Code-based Cryptography explained
Code-based cryptography is the area of research that focuses on the study of cryptosystems based on error-correcting codes. In digital communications, the alteration of a single bit may cause disaster if there was no way to identify and fix problems. Checksums are a basic illustration of an error-detection code. The objective is to maximise the likelihood of data transmission accuracy while decreasing the volume of additional information added.

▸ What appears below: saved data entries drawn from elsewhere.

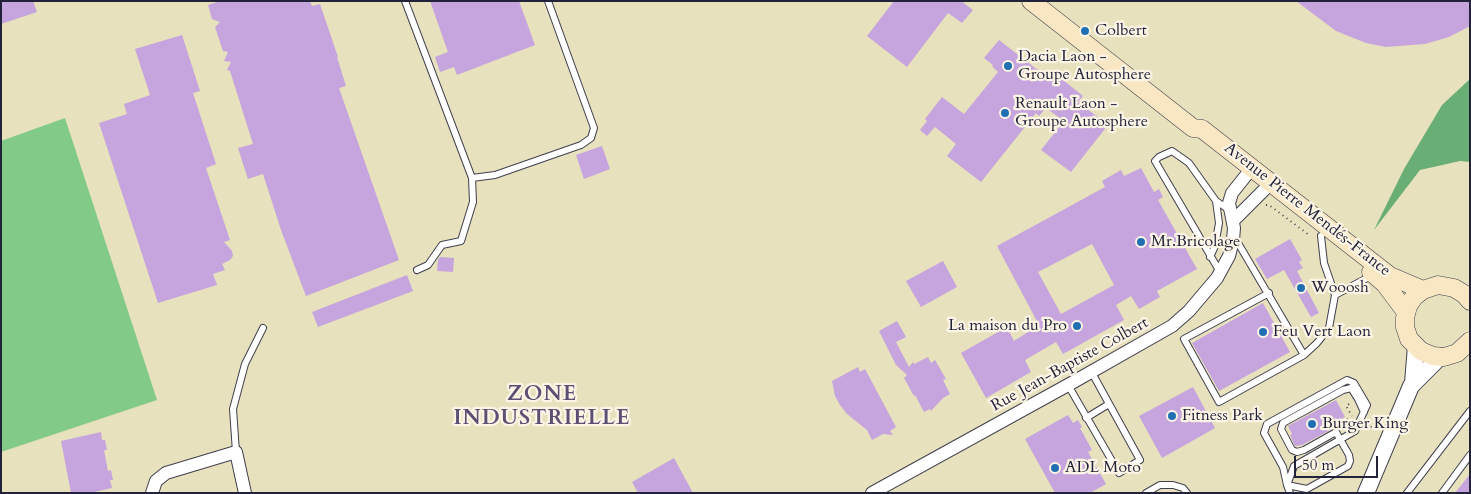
<!DOCTYPE html>
<html>
<head>
<meta charset="utf-8">
<style>
  body { margin:0 }
  #map { position:relative; width:1471px; height:494px; overflow:hidden; background:#e7e1bd; font-family:Cardo,serif }
  canvas { display:block }
  .frame { position:absolute; inset:0; border:2px solid #22223b; pointer-events:none }
  .scale { position:absolute; left:1294px; top:456px; width:84px; height:22px; box-sizing:border-box; border:2px solid #22223b; border-top:0; padding-left:6px; font-size:15px; line-height:18px; white-space:nowrap; color:#22223b; -webkit-text-stroke:4px #fcf5e5; paint-order:stroke }
</style>
</head>
<body>
<div id="map">
<canvas width="1471" height="494"></canvas>
<div class="frame"></div>
<div class="scale">50 m</div>
</div>
<script>
const c = document.querySelector('canvas').getContext('2d');
c.lineJoin = 'round';
function fillPath(path, color) { c.fillStyle = color; c.fill(path, 'evenodd'); }
const shape = rows => new Path2D(rows.map(r => 'M' + r).join(''));
function trace(path, color, width, dash) { c.strokeStyle = color; c.lineWidth = width; c.lineCap = dash ? 'butt' : 'round'; c.setLineDash(dash || []); c.stroke(path); }
function drawText(font, color, halo, rows, align = 'center') {
  c.font = font + ' Cardo,serif'; c.lineWidth = 4.5; c.setLineDash([]); c.textBaseline = 'middle'; c.strokeStyle = halo; c.fillStyle = color; for (const [text, x, y, turn = 0] of rows) {
    c.save(); c.translate(x, y); c.rotate((+turn || 0) * Math.PI / 180); c.textAlign = isNaN(turn) ? turn : align; if (halo) c.strokeText(text, 0, 0); c.fillText(text, 0, 0); c.restore();
  }
}
const green = shape([
  [65,118,157,400,1,452,1,141]
]);
const forest = shape([
  [1470,79,1470,162,1460,161,1420,170,1374,230,1404,169,1442,105]
]);
const building = shape([
  [1,1,33,1,37,12,1,24],
  [220,1,310,1,312,6,320,4,338,57,337,57,346,86,339,88,399,260,306,296,281,230,263,174,248,179,238,148,253,144,230,71,227,70,231,62,224,61,228,52,223,51,215,27,220,22,212,19,208,5],
  [430,1,519,1,535,45,457,75,454,67,440,72,435,57,448,52],
  [894,1,961,1,973,10,962,23,948,13,907,67,867,36],
  [1296,1,1470,1,1470,26,1449,37,1425,44,1386,47,1366,43,1336,31],
  [182,35,200,91,193,93,216,164,206,168,230,240,224,242,232,251,233,256,230,260,222,264,225,270,213,274,217,285,158,303,99,123,127,114,124,104,150,95,135,49],
  [999,40,1048,78,1053,72,1083,96,1078,102,1108,125,1071,172,1041,150,1064,121,1046,108,1039,116,1036,113,981,182,947,156,956,144,935,127,927,136,920,130,927,121,925,119,942,97,964,114,998,72,992,66,993,65,984,58],
  [602,146,610,169,584,179,576,155],
  [1141,168,1154,192,1159,189,1163,197,1158,200,1197,269,1157,291,1160,297,1139,309,1131,296,1116,305,1124,320,1063,354,1056,342,1025,360,1031,372,986,398,961,353,1007,327,1014,341,1039,325,997,246,1105,187,1102,181,1121,170,1124,176],
  [1092,244,1114,285,1061,314,1038,272],
  [1290,239,1302,260,1299,262,1303,268,1297,271,1319,313,1311,317,1284,270,1267,279,1255,259],
  [440,257,454,258,453,272,437,271,438,260],
  [943,261,957,287,921,307,906,281],
  [407,275,413,291,318,327,312,312],
  [1263,303,1290,352,1219,391,1192,343],
  [897,321,906,337,896,342,909,367,913,362,914,364,928,357,931,363,935,360,946,379,943,380,950,394,943,398,931,411,930,409,924,412,915,395,914,396,904,378,907,375,896,365,879,331],
  [858,367,860,372,865,369,896,427,890,431,893,435,883,434,872,440,867,430,847,414,840,405,835,396,832,381],
  [1193,387,1215,428,1162,458,1139,416],
  [1336,400,1345,417,1334,423,1336,427,1302,445,1295,446,1290,435,1292,434,1288,426],
  [1068,415,1073,423,1078,420,1082,427,1080,428,1092,450,1088,452,1106,484,1090,493,1055,493,1025,439],
  [101,432,102,440,105,440,107,450,104,450,108,471,111,470,113,480,110,480,112,488,90,493,71,493,61,441],
  [674,458,693,493,638,493,632,482],
  [1470,474,1470,493,1455,493]
]);
const path = shape([
  [1266,205,1269,205,1309,235],
  [1349,404,1346,406,1352,416],
  [1338,424,1351,417],
  [1366,425,1378,430]
]);
const service = shape([
  [405,1,472,178,473,202,461,241,442,245,428,265,417,270],
  [472,178,495,175,581,145,591,138,594,128,548,1],
  [1216,201,1189,163,1172,151,1159,157,1155,161,1220,272],
  [1321,236,1324,263,1335,295,1371,276],
  [1233,240,1238,243,1304,355],
  [1210,257,1215,246,1219,223,1216,201,1228,209],
  [1269,293,1184,339,1219,402,1304,355,1317,343,1329,328,1335,295],
  [1068,385,1119,473,1140,460,1091,371],
  [1086,418,1109,404],
  [236,452,233,409,245,364,263,328],
  [1287,485,1294,466,1355,431,1367,405,1354,383,1347,380,1267,424,1264,433,1283,467,1287,485,1290,493],
  [1287,485,1307,489,1348,466,1350,461,1349,455,1336,432,1304,450,1297,452,1292,450,1281,429,1283,423,1343,390,1351,388,1358,399,1364,412],
  [1146,493,1160,485,1173,485,1183,488,1187,493],
  [1407,493,1470,411],
  [1442,493,1470,455]
]);
const minor = shape([
  [1233,221,1264,190,1270,183],
  [152,493,156,481,166,473,236,452,245,493],
  [872,493,1068,385,1172,326,1189,311,1217,278,1229,256,1233,240,1234,228,1229,203,1232,193,1252,168]
]);
const tertiary = shape([
  [1413,383,1416,346],
  [1366,493,1411,386,1441,356]
]);
const secondary = shape([
  [1031,1,1193,128,1202,129,1390,276,1423,290],
  [1371,272,1385,284,1406,312],
  [1470,301,1464,294,1454,288,1438,285,1423,290,1414,297,1408,306,1405,318,1405,327,1409,339,1421,351,1433,356,1444,357,1457,353,1470,341]
]);
const markers = [
  [1085,31,5,"#1f6fb2"],
  [1008,66,5,"#1f6fb2"],
  [1005,113,5,"#1f6fb2"],
  [1141,242,5,"#1f6fb2"],
  [1301,288,5,"#1f6fb2"],
  [1077,326,5,"#1f6fb2"],
  [1263,332,5,"#1f6fb2"],
  [1172,416,5,"#1f6fb2"],
  [1312,424,5,"#1f6fb2"],
  [1055,468,5,"#1f6fb2"]
];
const poiNames = [
  ["Colbert",1095,31],
  ["Dacia Laon -",1018,57],
  ["Groupe Autosphere",1018,75],
  ["Renault Laon -",1015,104],
  ["Groupe Autosphere",1015,122],
  ["Mr.Bricolage",1151,242],
  ["Wooosh",1311,288],
  ["La maison du Pro",1067,326,"right"],
  ["Feu Vert Laon",1273,332],
  ["Fitness Park",1182,416],
  ["Burger King",1322,424],
  ["ADL Moto",1065,468]
];
const streetNames = [
  ["Avenue Pierre Mendés-France",1307,210,38],
  ["Rue Jean-Baptiste Colbert",1070,365,-29]
];
const districtNames = [
  ["ZONE",542,395],
  ["INDUSTRIELLE",542,419]
];
fillPath(green, '#82ca87');
fillPath(forest, '#69ae74');
fillPath(building, '#c6a4dd');
trace(service, '#403f4e', 8);
trace(minor, '#403f4e', 14);
trace(tertiary, '#403f4e', 18);
trace(secondary, '#403f4e', 19);
trace(path, '#403f4e', 2, [1, 4]);
trace(service, '#fff', 6);
trace(minor, '#fff', 12);
trace(tertiary, '#fff', 16);
trace(secondary, '#f9e7c3', 18);
for (const [x, y, r, color] of markers) { const dot = new Path2D(); dot.arc(x, y, r, 0, 2 * Math.PI); c.fillStyle = color; c.fill(dot); trace(dot, '#fcf5e5', 2); }
drawText('16px', '#22223b', '#fcf5e5', poiNames, 'left');
drawText('16px', '#22223b', '#fcf5e5', streetNames);
c.letterSpacing = '1px';
drawText('bold 21px', '#5b5074', '#fcf5e5', districtNames);
c.letterSpacing = '0px';
</script>
</body>
</html>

This idea of error-correcting code first came to Robert McEliece in 1978. He began with a specific error-correcting code, the binary Goppa code, and used an invertible linear transformation to jumble it. On a very fundamental level, McEliece's approach equates to a secret factorization, which is somewhat similar to the Rivest Shamir and Adleman public key cryptosystem, known as RSA. Only the owner is aware of the factorization of the public key, which is the result of the Goppa code and the linear transformation.
The public key is a randomly generating matrix of an arbitrarily permuted version of the private key, which is a random binary irreducible Goppa code. Only the owner of the private key (the Goppa code) can fix the flaws that have been introduced to the ciphertext, which is a codeword.
In code-based cryptography, the message sender purposefully introduces flaws to the codeword to make decoding — and subsequently decryption — challenging. The recipient of the message can decode it using some secret knowledge (often regarding the code structure), but an attacker without access to the secret knowledge cannot.
Code-based cryptography has the potential to be recognised as a comprehensive cryptosystem given the availability of encryption, key exchange, and digital signature algorithms.
In contrast to RSA and other well-known public key systems, McEliece's method appears to be quantum-resistant, which has rekindled interest in it.
The McEliece technique was relegated to the back of the line for designers. Due to the fact that McEliece's approach required significantly larger public keys than other methods, like RSA, it did not generate much interest at the time. However, as the era of quantum computers approaches, it is being given another look because it appears to be impervious to attacks utilising Shor's method.
Therefore, the underlying algorithm “Classic McEliece” for key encapsulation is currently in round 4 of the NIST standardization process for Post Quantum Cryptography (PQC).